A German neuroscientist believes that the future of working out lies not only in listening to music while you exercise, but also making music when you pump iron.

Thomas Fritz, the author of a new study about music and physical exertion, has long examined the relationship between the body and perception. He has coined a technique called "jymmin'," the mash-up of "gym" and "jammin'", where people use exercise machines that "push the borders of bodily exhaustion with the help of music," according to a video about the technique.

Fritz wanted to explore the effects exertion tied to music had on the human psyche and physicality. Though links between music and bodily exertion had been studied before, the topic hadn't been examined in depth from a neuroscientific perspective. In the past, it was assumed that music's effect on improving the exercising experience had to do with distraction: that it it would distract and relieve the body of its awareness of itself -- also known as 'proprioception.' Proprioception is the sense of relative position of one’s own body, as well as the effort of movement.

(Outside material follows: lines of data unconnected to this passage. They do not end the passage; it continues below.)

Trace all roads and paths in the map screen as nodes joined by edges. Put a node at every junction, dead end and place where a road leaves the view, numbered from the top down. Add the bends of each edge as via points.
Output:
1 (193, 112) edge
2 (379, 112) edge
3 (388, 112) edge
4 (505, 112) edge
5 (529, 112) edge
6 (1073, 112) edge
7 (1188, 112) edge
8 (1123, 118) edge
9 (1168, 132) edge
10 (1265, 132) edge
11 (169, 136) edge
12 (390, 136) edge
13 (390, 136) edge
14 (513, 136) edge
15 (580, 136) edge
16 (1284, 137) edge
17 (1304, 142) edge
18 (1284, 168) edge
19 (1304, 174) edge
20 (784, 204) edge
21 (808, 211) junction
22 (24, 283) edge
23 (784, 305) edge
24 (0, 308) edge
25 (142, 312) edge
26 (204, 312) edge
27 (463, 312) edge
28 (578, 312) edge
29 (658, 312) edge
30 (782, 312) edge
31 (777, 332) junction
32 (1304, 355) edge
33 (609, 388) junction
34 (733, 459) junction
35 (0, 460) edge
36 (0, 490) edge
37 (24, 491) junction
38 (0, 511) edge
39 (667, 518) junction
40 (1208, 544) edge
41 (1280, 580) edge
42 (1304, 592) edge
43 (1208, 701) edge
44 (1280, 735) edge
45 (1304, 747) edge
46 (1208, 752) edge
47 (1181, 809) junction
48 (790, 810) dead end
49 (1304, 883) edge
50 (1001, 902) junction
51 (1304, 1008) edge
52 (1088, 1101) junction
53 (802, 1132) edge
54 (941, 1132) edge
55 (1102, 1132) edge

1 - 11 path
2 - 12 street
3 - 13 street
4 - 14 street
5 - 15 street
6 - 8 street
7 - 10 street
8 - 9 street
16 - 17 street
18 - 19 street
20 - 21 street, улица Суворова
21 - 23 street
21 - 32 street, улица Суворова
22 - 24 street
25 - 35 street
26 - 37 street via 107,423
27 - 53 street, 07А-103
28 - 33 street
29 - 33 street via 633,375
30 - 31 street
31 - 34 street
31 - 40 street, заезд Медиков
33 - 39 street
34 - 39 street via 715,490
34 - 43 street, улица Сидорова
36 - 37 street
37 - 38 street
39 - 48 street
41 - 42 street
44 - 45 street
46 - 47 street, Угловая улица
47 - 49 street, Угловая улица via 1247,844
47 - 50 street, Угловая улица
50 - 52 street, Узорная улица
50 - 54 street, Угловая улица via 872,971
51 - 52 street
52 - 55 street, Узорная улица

In a new study completed with the help of researchers at the Max Planck Institute for Human Cognitive and Brain Sciences, Fritz found that bringing music into the exercise room, and having athletes produce music as they worked out, makes muscles use less energy and become more physiologically effective. The study was published in Proceedings of the National Academy of Sciences.

“These findings are a breakthrough because they decisively help to understand the therapeutic power of music,” Fritz said in a news release. “A down-modulating effect of musical activity on exertion could be a yet undiscovered reason for the development of music in humans: Making music makes physical exertion less exhausting”.

The researchers studied participants through the use of three different fitness machines. In the first test, participants used the fitness machines while passively listening to music. In another test, participants worked out on machines that played music once they were put in motion, making the exercise interactive. The researchers measured the participants' changes in muscle tension, oxygen intake and asked them about sense of exertion.

The participants experienced less stress, or strain, of lifting weights when they were actively producing music, rather than simply listening to music in the background, as was once perceived as "distraction."

Other scientists who have studied the effects of music on exercise performance have found that music certainly plays a role in both the enjoyment and the level of exercise you undertake.

"Music is like a legal drug for athletes," Costas Karageorghis of London's Brunel University School of Sport and Education told Ace Fitness. "It can reduce the perception of effort significantly and increase endurance by as much as 15 percent." Karageorghis lists three properties of music that influence exercise performance, including an athlete's tendency to move in tempo with synchronous sounds, music's ability to increase a desire to move rather than sit, and music's distracting effect from workout-related pain.

But an interactive musical-workuot, employed by using machines that produce music when you move, may have an even greater effect on the body's ability to exert strength.

“This implies that the developed technology is more favourable as a new athletic sports technology, presumably because more emotionally driven motor control occurs with the musical ecstasy,” Fritz said in a news release.